● **THE PROBLEM**
Will you transcribe all the entries word for word, skipping the pictures they hold?

● **TASK INPUT**

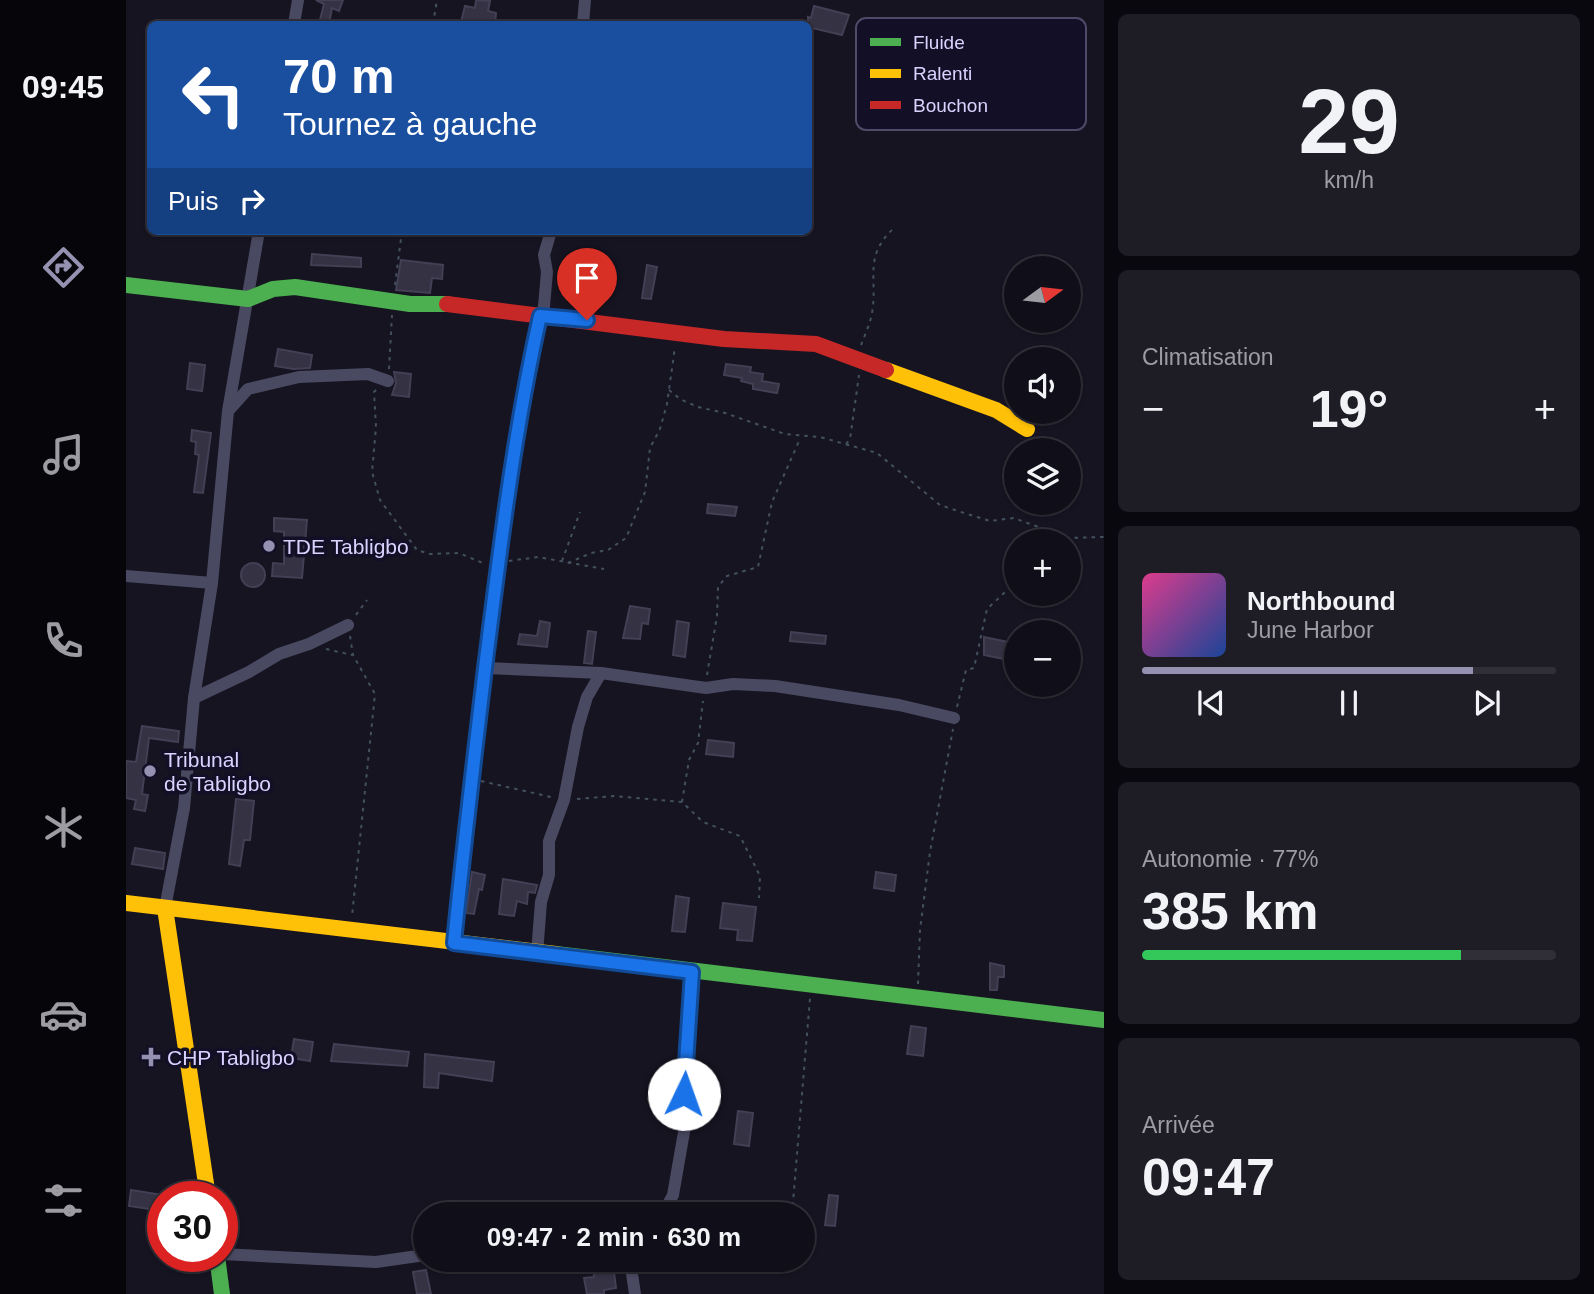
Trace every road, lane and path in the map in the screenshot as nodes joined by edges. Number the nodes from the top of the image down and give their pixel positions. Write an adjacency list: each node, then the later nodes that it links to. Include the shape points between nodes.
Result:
1 (298, 0): 4 (street)
2 (437, 0): 5 (path)
3 (585, 0): 6 (street)
4 (294, 21)
5 (434, 21)
6 (583, 21)
7 (893, 229): 16 (path, via 879,246 871,272 872,313)
8 (259, 235): 12 (street)
9 (401, 235): 13 (path)
10 (550, 235): 14 (street)
11 (126, 285): 12 (street)
12 (248, 299): 13 (street, via 273,289 295,287); 19 (street)
13 (393, 301): 14 (street); 17 (path)
14 (540, 316): 15 (street); 27 (street, via 522,397)
15 (674, 332): 16 (street, via 816,344); 18 (path)
16 (856, 359): 20 (street, via 996,410); 22 (path, via 860,380 850,439)
17 (388, 381): 19 (street, via 368,374 299,377 248,389); 27 (path, via 374,392 372,472 380,500 417,550 459,553 492,568)
18 (669, 390): 21 (path, via 698,407); 28 (path, via 660,429 650,447 645,492 626,538 608,550)
19 (228, 411): 31 (street)
20 (1027, 429)
21 (801, 437): 22 (path); 39 (path, via 772,502 758,567 727,576 719,587)
22 (845, 444): 24 (path, via 877,453 940,505 990,522 1014,518)
23 (580, 512): 26 (path)
24 (1042, 527): 25 (path, via 1068,538)
25 (1104, 537)
26 (562, 562): 27 (path, via 538,558); 28 (path)
27 (497, 564): 37 (street)
28 (566, 564): 29 (path)
29 (604, 569)
30 (126, 576): 31 (street)
31 (212, 583): 40 (street)
32 (1004, 593): 41 (path, via 987,609 974,668 966,670)
33 (367, 600): 34 (path)
34 (348, 625): 35 (street); 36 (path)
35 (309, 644): 36 (path); 40 (street, via 279,654)
36 (353, 655): 48 (path, via 375,694)
37 (485, 668): 38 (street); 42 (street)
38 (601, 673): 39 (street); 43 (street, via 578,727)
39 (706, 688): 41 (street, via 775,686); 44 (path, via 698,743 689,760)
40 (194, 698): 47 (street, via 184,808)
41 (954, 718): 53 (path, via 920,930)
42 (470, 779): 43 (path); 49 (street)
43 (564, 800): 44 (path, via 614,796); 50 (street, via 549,841 549,875 541,902)
44 (682, 802): 45 (path, via 703,822 740,836 760,876)
45 (759, 898)
46 (126, 903): 47 (street)
47 (165, 908): 48 (street); 55 (street)
48 (350, 931): 49 (street)
49 (454, 943): 50 (street)
50 (537, 953): 51 (street)
51 (692, 972): 52 (street); 56 (street, via 684,1094 688,1109)
52 (810, 986): 53 (street); 57 (path)
53 (918, 999): 54 (street)
54 (1104, 1020)
55 (206, 1181)
56 (669, 1202)
57 (793, 1202)
58 (238, 1255): 59 (street, via 376,1262)
59 (413, 1257)
60 (219, 1272): 62 (street)
61 (632, 1272): 63 (street)
62 (222, 1294)
63 (635, 1294)

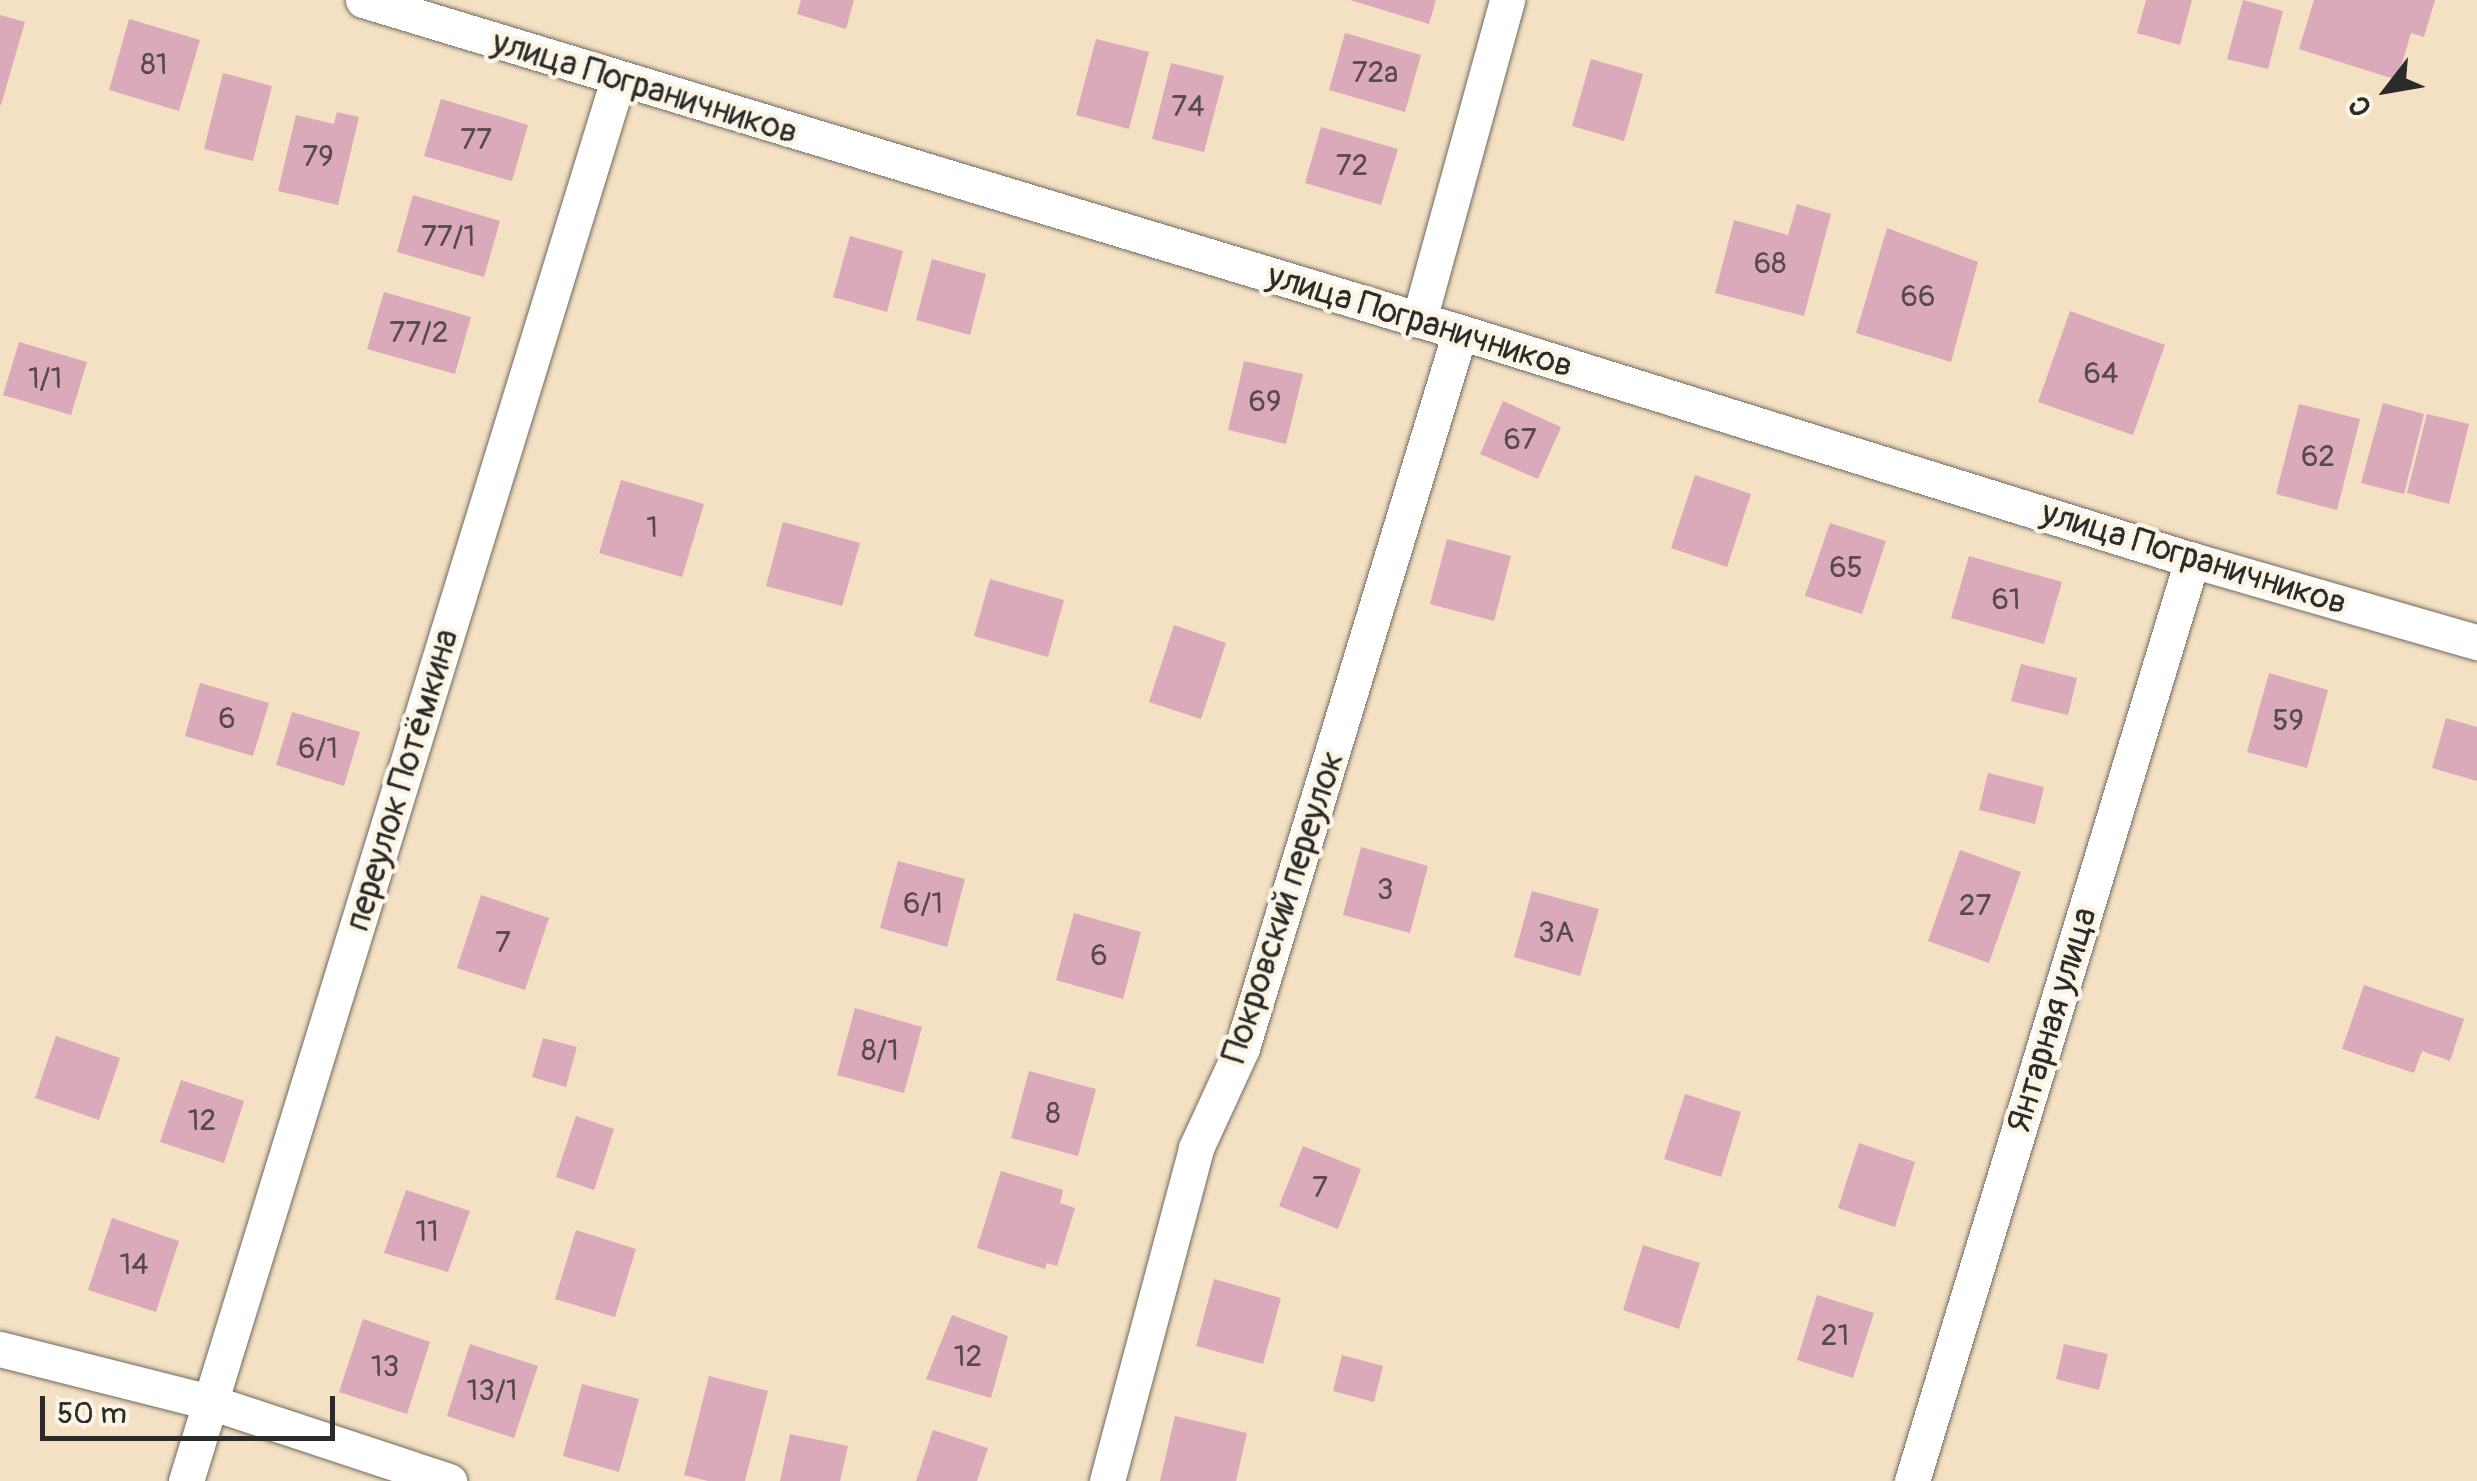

● **TASK OUTPUT**
Trace every road, lane and path in the map in the screenshot as nodes joined by edges. Number the nodes from the top of the image down and give their pixel positions. Write an adjacency list: each node, then the later nodes that it links to. Include the shape points between nodes.
Result:
1 (298, 0): 4 (street)
2 (437, 0): 5 (path)
3 (585, 0): 6 (street)
4 (294, 21)
5 (434, 21)
6 (583, 21)
7 (893, 229): 16 (path, via 879,246 871,272 872,313)
8 (259, 235): 12 (street)
9 (401, 235): 13 (path)
10 (550, 235): 14 (street)
11 (126, 285): 12 (street)
12 (248, 299): 13 (street, via 273,289 295,287); 19 (street)
13 (393, 301): 14 (street); 17 (path)
14 (540, 316): 15 (street); 27 (street, via 522,397)
15 (674, 332): 16 (street, via 816,344); 18 (path)
16 (856, 359): 20 (street, via 996,410); 22 (path, via 860,380 850,439)
17 (388, 381): 19 (street, via 368,374 299,377 248,389); 27 (path, via 374,392 372,472 380,500 417,550 459,553 492,568)
18 (669, 390): 21 (path, via 698,407); 28 (path, via 660,429 650,447 645,492 626,538 608,550)
19 (228, 411): 31 (street)
20 (1027, 429)
21 (801, 437): 22 (path); 39 (path, via 772,502 758,567 727,576 719,587)
22 (845, 444): 24 (path, via 877,453 940,505 990,522 1014,518)
23 (580, 512): 26 (path)
24 (1042, 527): 25 (path, via 1068,538)
25 (1104, 537)
26 (562, 562): 27 (path, via 538,558); 28 (path)
27 (497, 564): 37 (street)
28 (566, 564): 29 (path)
29 (604, 569)
30 (126, 576): 31 (street)
31 (212, 583): 40 (street)
32 (1004, 593): 41 (path, via 987,609 974,668 966,670)
33 (367, 600): 34 (path)
34 (348, 625): 35 (street); 36 (path)
35 (309, 644): 36 (path); 40 (street, via 279,654)
36 (353, 655): 48 (path, via 375,694)
37 (485, 668): 38 (street); 42 (street)
38 (601, 673): 39 (street); 43 (street, via 578,727)
39 (706, 688): 41 (street, via 775,686); 44 (path, via 698,743 689,760)
40 (194, 698): 47 (street, via 184,808)
41 (954, 718): 53 (path, via 920,930)
42 (470, 779): 43 (path); 49 (street)
43 (564, 800): 44 (path, via 614,796); 50 (street, via 549,841 549,875 541,902)
44 (682, 802): 45 (path, via 703,822 740,836 760,876)
45 (759, 898)
46 (126, 903): 47 (street)
47 (165, 908): 48 (street); 55 (street)
48 (350, 931): 49 (street)
49 (454, 943): 50 (street)
50 (537, 953): 51 (street)
51 (692, 972): 52 (street); 56 (street, via 684,1094 688,1109)
52 (810, 986): 53 (street); 57 (path)
53 (918, 999): 54 (street)
54 (1104, 1020)
55 (206, 1181)
56 (669, 1202)
57 (793, 1202)
58 (238, 1255): 59 (street, via 376,1262)
59 (413, 1257)
60 (219, 1272): 62 (street)
61 (632, 1272): 63 (street)
62 (222, 1294)
63 (635, 1294)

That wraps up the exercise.